## [Activity]
From the records below, copy each line that has the word "KAPPA" in it.

Stored records

::::

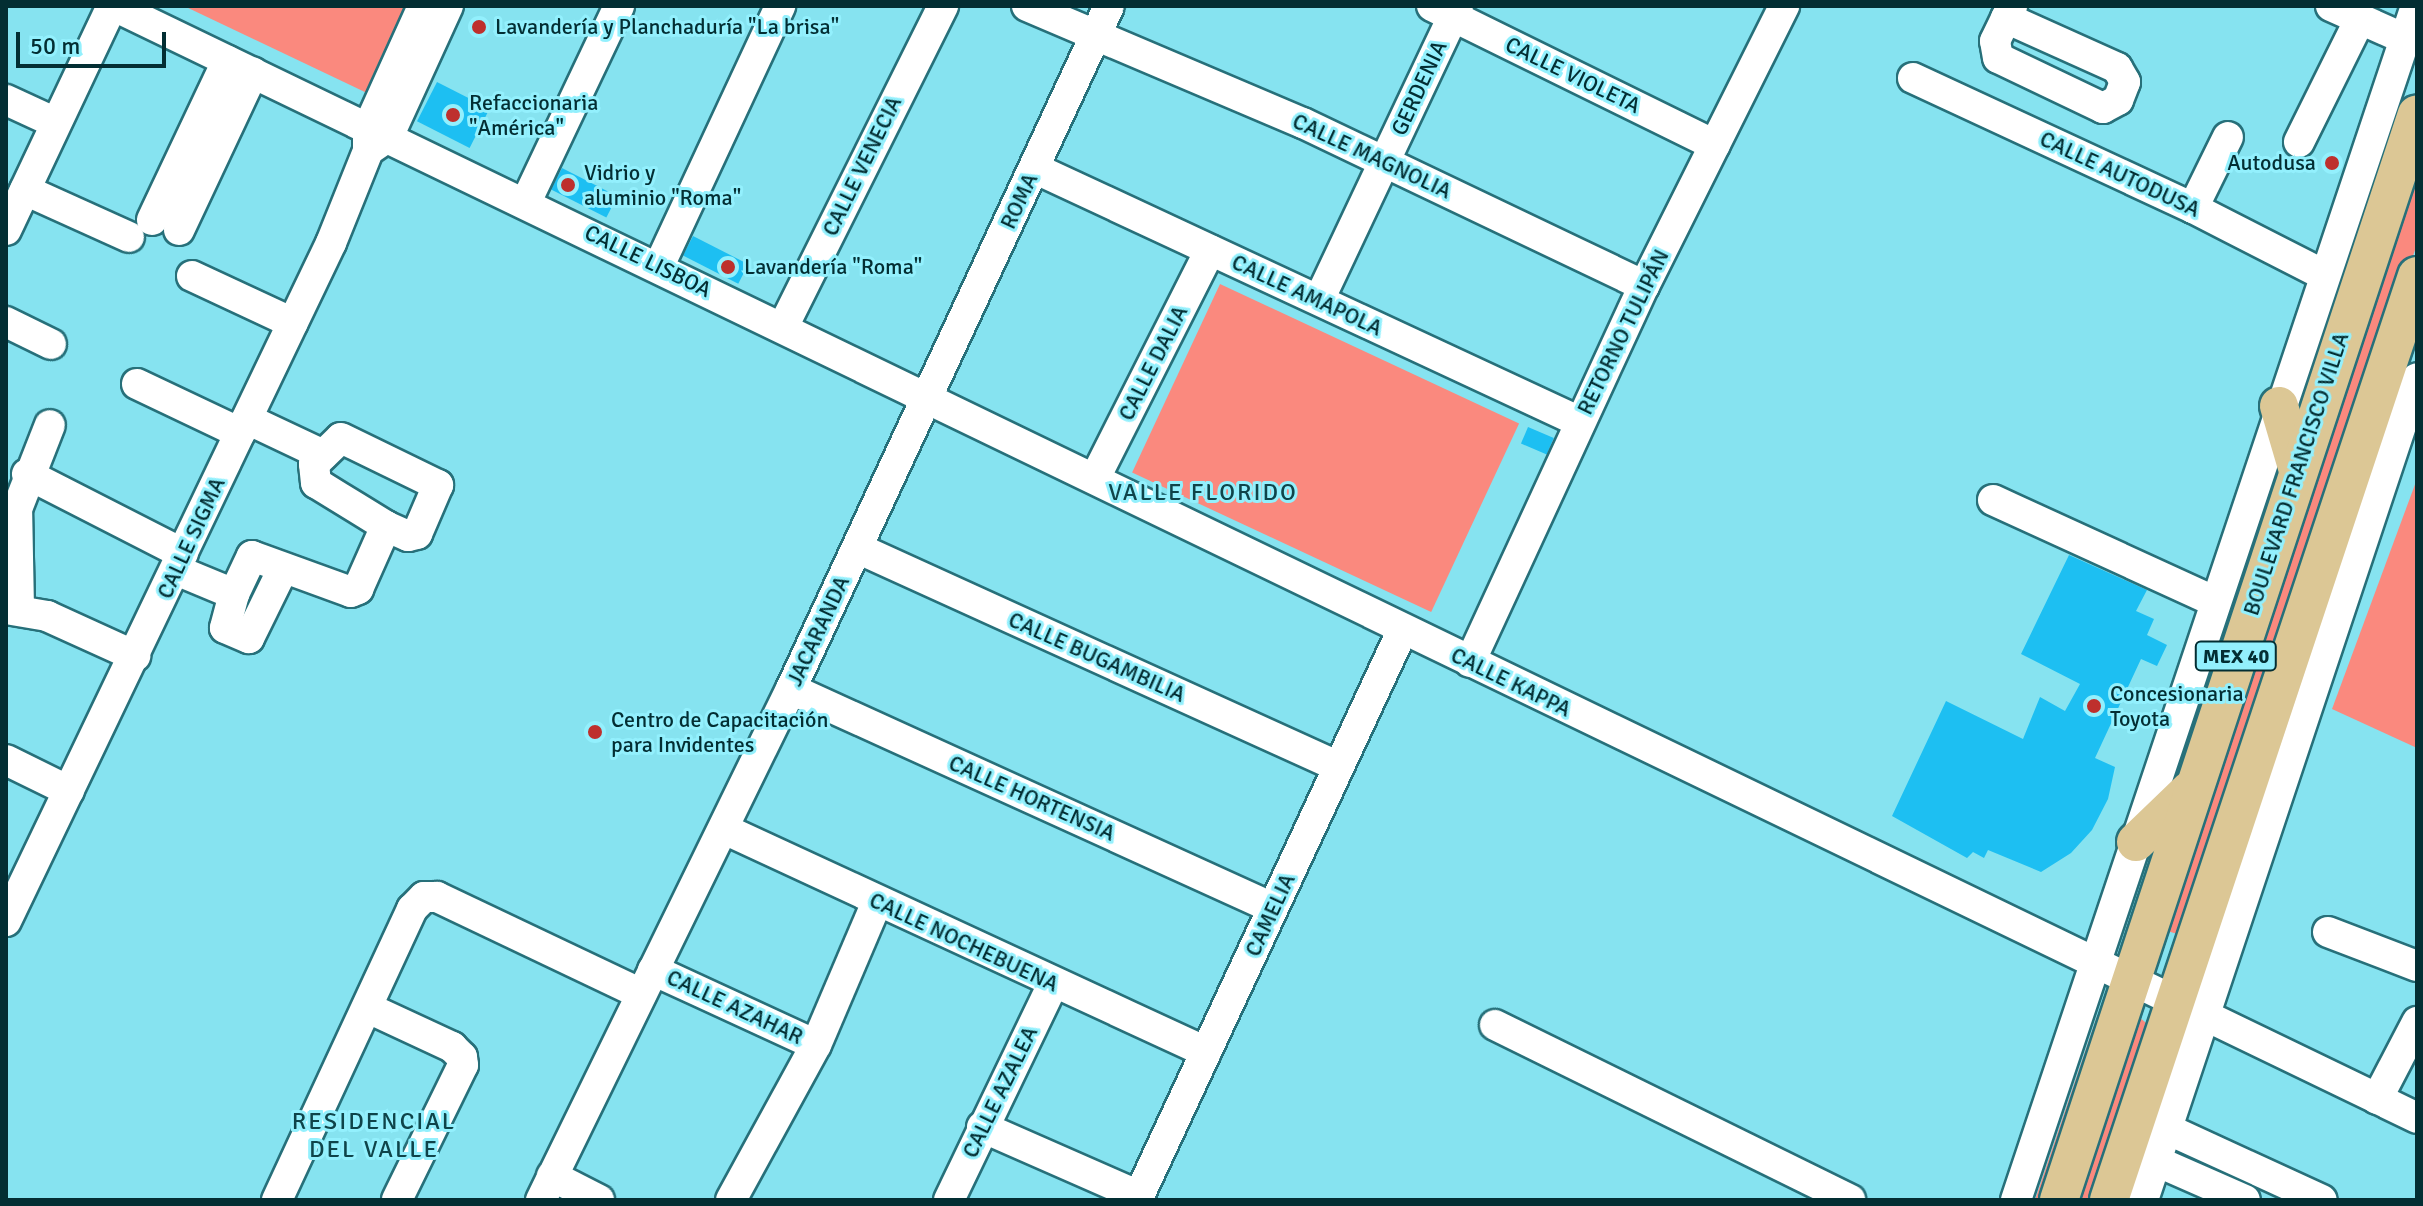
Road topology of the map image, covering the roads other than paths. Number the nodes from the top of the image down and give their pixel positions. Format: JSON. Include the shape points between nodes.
{"nodes":[{"id":1,"x":95,"y":6,"type":"edge"},
{"id":2,"x":113,"y":6,"type":"edge"},
{"id":3,"x":423,"y":6,"type":"edge"},
{"id":4,"x":448,"y":6,"type":"edge"},
{"id":5,"x":619,"y":6,"type":"edge"},
{"id":6,"x":780,"y":6,"type":"edge"},
{"id":7,"x":943,"y":6,"type":"edge"},
{"id":8,"x":1027,"y":6,"type":"edge"},
{"id":9,"x":1109,"y":6,"type":"edge"},
{"id":10,"x":1784,"y":6,"type":"edge"},
{"id":11,"x":2331,"y":6,"type":"edge"},
{"id":12,"x":2416,"y":6,"type":"edge"},
{"id":13,"x":1448,"y":9,"type":"edge"},
{"id":14,"x":2360,"y":19,"type":"junction"},
{"id":15,"x":1095,"y":36,"type":"junction"},
{"id":16,"x":2405,"y":39,"type":"junction"},
{"id":17,"x":240,"y":67,"type":"junction"},
{"id":18,"x":1913,"y":78,"type":"dead end"},
{"id":19,"x":6,"y":100,"type":"edge"},
{"id":20,"x":2417,"y":114,"type":"edge"},
{"id":21,"x":43,"y":117,"type":"junction"},
{"id":22,"x":2228,"y":137,"type":"dead end"},
{"id":23,"x":374,"y":139,"type":"junction"},
{"id":24,"x":2299,"y":142,"type":"dead end"},
{"id":25,"x":1715,"y":145,"type":"junction"},
{"id":26,"x":1384,"y":162,"type":"junction"},
{"id":27,"x":1034,"y":168,"type":"junction"},
{"id":28,"x":16,"y":194,"type":"edge"},
{"id":29,"x":526,"y":202,"type":"junction"},
{"id":30,"x":2193,"y":208,"type":"junction"},
{"id":31,"x":6,"y":230,"type":"edge"},
{"id":32,"x":1210,"y":250,"type":"junction"},
{"id":33,"x":659,"y":266,"type":"junction"},
{"id":34,"x":2324,"y":275,"type":"junction"},
{"id":35,"x":192,"y":276,"type":"dead end"},
{"id":36,"x":2417,"y":276,"type":"edge"},
{"id":37,"x":1644,"y":286,"type":"junction"},
{"id":38,"x":1319,"y":300,"type":"junction"},
{"id":39,"x":6,"y":322,"type":"edge"},
{"id":40,"x":293,"y":323,"type":"junction"},
{"id":41,"x":783,"y":327,"type":"junction"},
{"id":42,"x":51,"y":344,"type":"dead end"},
{"id":43,"x":2417,"y":378,"type":"edge"},
{"id":44,"x":137,"y":384,"type":"dead end"},
{"id":45,"x":928,"y":395,"type":"junction"},
{"id":46,"x":2279,"y":406,"type":"junction"},
{"id":47,"x":1580,"y":422,"type":"junction"},
{"id":48,"x":50,"y":425,"type":"dead end"},
{"id":49,"x":243,"y":426,"type":"junction"},
{"id":50,"x":323,"y":455,"type":"junction"},
{"id":51,"x":2297,"y":467,"type":"junction"},
{"id":52,"x":27,"y":474,"type":"junction"},
{"id":53,"x":1096,"y":476,"type":"junction"},
{"id":54,"x":1993,"y":500,"type":"dead end"},
{"id":55,"x":386,"y":526,"type":"junction"},
{"id":56,"x":857,"y":548,"type":"junction"},
{"id":57,"x":180,"y":562,"type":"junction"},
{"id":58,"x":283,"y":569,"type":"junction"},
{"id":59,"x":234,"y":594,"type":"junction"},
{"id":60,"x":2214,"y":601,"type":"junction"},
{"id":61,"x":10,"y":614,"type":"edge"},
{"id":62,"x":1403,"y":629,"type":"junction"},
{"id":63,"x":1470,"y":662,"type":"junction"},
{"id":64,"x":130,"y":666,"type":"junction"},
{"id":65,"x":791,"y":689,"type":"junction"},
{"id":66,"x":6,"y":760,"type":"edge"},
{"id":67,"x":1337,"y":766,"type":"junction"},
{"id":68,"x":2195,"y":785,"type":"junction"},
{"id":69,"x":69,"y":791,"type":"junction"},
{"id":70,"x":724,"y":829,"type":"junction"},
{"id":71,"x":2136,"y":842,"type":"junction"},
{"id":72,"x":877,"y":902,"type":"junction"},
{"id":73,"x":1273,"y":908,"type":"junction"},
{"id":74,"x":8,"y":910,"type":"edge"},
{"id":75,"x":2328,"y":932,"type":"dead end"},
{"id":76,"x":2095,"y":965,"type":"junction"},
{"id":77,"x":2417,"y":966,"type":"edge"},
{"id":78,"x":647,"y":982,"type":"junction"},
{"id":79,"x":2131,"y":983,"type":"junction"},
{"id":80,"x":1053,"y":984,"type":"junction"},
{"id":81,"x":368,"y":1008,"type":"junction"},
{"id":82,"x":2190,"y":1012,"type":"junction"},
{"id":83,"x":2417,"y":1022,"type":"edge"},
{"id":84,"x":1495,"y":1025,"type":"dead end"},
{"id":85,"x":816,"y":1045,"type":"junction"},
{"id":86,"x":1206,"y":1052,"type":"junction"},
{"id":87,"x":2377,"y":1099,"type":"junction"},
{"id":88,"x":2417,"y":1118,"type":"edge"},
{"id":89,"x":982,"y":1127,"type":"junction"},
{"id":90,"x":2167,"y":1129,"type":"junction"},
{"id":91,"x":2156,"y":1161,"type":"junction"},
{"id":92,"x":547,"y":1188,"type":"edge"},
{"id":93,"x":1138,"y":1198,"type":"edge"},
{"id":94,"x":277,"y":1200,"type":"edge"},
{"id":95,"x":397,"y":1200,"type":"edge"},
{"id":96,"x":599,"y":1200,"type":"edge"},
{"id":97,"x":731,"y":1200,"type":"edge"},
{"id":98,"x":949,"y":1200,"type":"edge"},
{"id":99,"x":1850,"y":1200,"type":"edge"},
{"id":100,"x":2016,"y":1200,"type":"edge"},
{"id":101,"x":2059,"y":1200,"type":"edge"},
{"id":102,"x":2109,"y":1200,"type":"edge"},
{"id":103,"x":2143,"y":1200,"type":"edge"},
{"id":104,"x":2245,"y":1200,"type":"edge"},
{"id":105,"x":2322,"y":1200,"type":"edge"}],
"edges":[{"from":1,"to":21,"type":"street"},
{"from":2,"to":17,"type":"street"},
{"from":2,"to":28,"type":"street"},
{"from":3,"to":23,"type":"street"},
{"from":4,"to":23,"type":"street"},
{"from":5,"to":29,"type":"street"},
{"from":6,"to":33,"type":"street"},
{"from":7,"to":41,"type":"street","name":"CALLE VENECIA"},
{"from":8,"to":15,"type":"street","name":"CALLE MAGNOLIA"},
{"from":9,"to":15,"type":"street","name":"ROMA"},
{"from":10,"to":25,"type":"street","name":"RETORNO TULIPÁN"},
{"from":11,"to":14,"type":"street"},
{"from":12,"to":16,"type":"street"},
{"from":13,"to":25,"type":"street","name":"CALLE VIOLETA"},
{"from":13,"to":26,"type":"street","name":"GERDENIA"},
{"from":14,"to":16,"type":"street"},
{"from":14,"to":24,"type":"street"},
{"from":15,"to":26,"type":"street","name":"CALLE MAGNOLIA"},
{"from":15,"to":27,"type":"street","name":"ROMA"},
{"from":16,"to":34,"type":"street"},
{"from":17,"to":23,"type":"street"},
{"from":17,"to":28,"type":"street","via":[[153,229]]},
{"from":18,"to":30,"type":"street","name":"CALLE AUTODUSA"},
{"from":19,"to":21,"type":"street"},
{"from":20,"to":51,"type":"main road","name":"BOULEVARD FRANCISCO VILLA","number":"MEX 40"},
{"from":21,"to":28,"type":"street"},
{"from":22,"to":30,"type":"street"},
{"from":23,"to":29,"type":"street","name":"CALLE LISBOA"},
{"from":23,"to":40,"type":"street","name":"CALLE SIGMA"},
{"from":25,"to":37,"type":"street","name":"RETORNO TULIPÁN"},
{"from":26,"to":37,"type":"street","name":"CALLE MAGNOLIA"},
{"from":26,"to":38,"type":"street","name":"GERDENIA"},
{"from":27,"to":32,"type":"street","name":"CALLE AMAPOLA"},
{"from":27,"to":45,"type":"street","name":"ROMA"},
{"from":28,"to":31,"type":"street"},
{"from":29,"to":33,"type":"street","name":"CALLE LISBOA"},
{"from":30,"to":34,"type":"street","name":"CALLE AUTODUSA"},
{"from":32,"to":38,"type":"street","name":"CALLE AMAPOLA"},
{"from":32,"to":53,"type":"street","name":"CALLE DALIA"},
{"from":33,"to":41,"type":"street","name":"CALLE LISBOA"},
{"from":34,"to":46,"type":"street"},
{"from":35,"to":40,"type":"street"},
{"from":36,"to":82,"type":"main road","number":"MEX 40"},
{"from":37,"to":47,"type":"street","name":"RETORNO TULIPÁN"},
{"from":38,"to":47,"type":"street","name":"CALLE AMAPOLA"},
{"from":39,"to":42,"type":"street"},
{"from":40,"to":49,"type":"street","name":"CALLE SIGMA"},
{"from":41,"to":45,"type":"street","name":"CALLE LISBOA"},
{"from":43,"to":82,"type":"street"},
{"from":44,"to":49,"type":"street"},
{"from":45,"to":53,"type":"street","name":"CALLE KAPPA"},
{"from":45,"to":56,"type":"street","name":"JACARANDA"},
{"from":46,"to":51,"type":"main road"},
{"from":46,"to":60,"type":"street"},
{"from":47,"to":63,"type":"street","name":"RETORNO TULIPÁN"},
{"from":48,"to":52,"type":"street"},
{"from":49,"to":50,"type":"street"},
{"from":49,"to":57,"type":"street","name":"CALLE SIGMA"},
{"from":50,"to":55,"type":"street","via":[[314,464],[316,483]]},
{"from":50,"to":55,"type":"street","via":[[334,442],[351,439],[438,485],[417,534],[408,536]]},
{"from":51,"to":68,"type":"main road","name":"BOULEVARD FRANCISCO VILLA","number":"MEX 40"},
{"from":52,"to":57,"type":"street"},
{"from":52,"to":61,"type":"street","via":[[17,509]]},
{"from":53,"to":62,"type":"street","name":"CALLE KAPPA"},
{"from":54,"to":60,"type":"street"},
{"from":55,"to":58,"type":"street","via":[[366,574],[351,592]]},
{"from":56,"to":65,"type":"street","name":"JACARANDA"},
{"from":56,"to":67,"type":"street","name":"CALLE BUGAMBILIA"},
{"from":57,"to":59,"type":"street"},
{"from":57,"to":64,"type":"street","name":"CALLE SIGMA"},
{"from":58,"to":59,"type":"street","via":[[252,556]]},
{"from":58,"to":59,"type":"street","via":[[249,638],[225,628]]},
{"from":60,"to":71,"type":"street"},
{"from":61,"to":64,"type":"street","via":[[36,630]]},
{"from":62,"to":63,"type":"street","name":"CALLE KAPPA"},
{"from":62,"to":67,"type":"street","name":"CAMELIA"},
{"from":63,"to":76,"type":"street","name":"CALLE KAPPA"},
{"from":64,"to":69,"type":"street","name":"CALLE SIGMA"},
{"from":65,"to":70,"type":"street","name":"JACARANDA"},
{"from":65,"to":73,"type":"street","name":"CALLE HORTENSIA"},
{"from":66,"to":69,"type":"street"},
{"from":67,"to":73,"type":"street","name":"CAMELIA"},
{"from":68,"to":71,"type":"main road"},
{"from":68,"to":79,"type":"main road","name":"BOULEVARD FRANCISCO VILLA","number":"MEX 40"},
{"from":69,"to":74,"type":"street","name":"CALLE SIGMA"},
{"from":70,"to":72,"type":"street","name":"CALLE NOCHEBUENA"},
{"from":70,"to":78,"type":"street","name":"JACARANDA"},
{"from":71,"to":76,"type":"street"},
{"from":72,"to":80,"type":"street","name":"CALLE NOCHEBUENA"},
{"from":72,"to":85,"type":"street"},
{"from":73,"to":86,"type":"street","name":"CAMELIA"},
{"from":75,"to":77,"type":"street"},
{"from":76,"to":79,"type":"street","name":"CALLE KAPPA"},
{"from":76,"to":100,"type":"street"},
{"from":78,"to":81,"type":"street","name":"CALLE AZAHAR","via":[[431,896],[412,909]]},
{"from":78,"to":85,"type":"street","name":"CALLE AZAHAR"},
{"from":78,"to":92,"type":"street","name":"JACARANDA"},
{"from":79,"to":82,"type":"street","name":"CALLE KAPPA"},
{"from":79,"to":101,"type":"main road","name":"BOULEVARD FRANCISCO VILLA","number":"MEX 40"},
{"from":80,"to":86,"type":"street","name":"CALLE NOCHEBUENA"},
{"from":80,"to":89,"type":"street","name":"CALLE AZALEA"},
{"from":81,"to":94,"type":"street"},
{"from":81,"to":95,"type":"street","via":[[452,1047],[462,1057]]},
{"from":82,"to":87,"type":"street","name":"CALLE KAPPA"},
{"from":82,"to":90,"type":"street"},
{"from":82,"to":102,"type":"main road","number":"MEX 40"},
{"from":83,"to":87,"type":"street"},
{"from":84,"to":99,"type":"street"},
{"from":85,"to":97,"type":"street"},
{"from":86,"to":93,"type":"street","name":"CAMELIA"},
{"from":87,"to":88,"type":"street","name":"CALLE KAPPA"},
{"from":89,"to":93,"type":"street"},
{"from":89,"to":98,"type":"street","name":"CALLE AZALEA"},
{"from":90,"to":91,"type":"street"},
{"from":90,"to":105,"type":"street"},
{"from":91,"to":103,"type":"street"},
{"from":91,"to":104,"type":"street"},
{"from":92,"to":96,"type":"street"}]}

::::

## [Reply to the task]
{"from":45,"to":53,"type":"street","name":"CALLE KAPPA"},
{"from":53,"to":62,"type":"street","name":"CALLE KAPPA"},
{"from":62,"to":63,"type":"street","name":"CALLE KAPPA"},
{"from":63,"to":76,"type":"street","name":"CALLE KAPPA"},
{"from":76,"to":79,"type":"street","name":"CALLE KAPPA"},
{"from":79,"to":82,"type":"street","name":"CALLE KAPPA"},
{"from":82,"to":87,"type":"street","name":"CALLE KAPPA"},
{"from":87,"to":88,"type":"street","name":"CALLE KAPPA"},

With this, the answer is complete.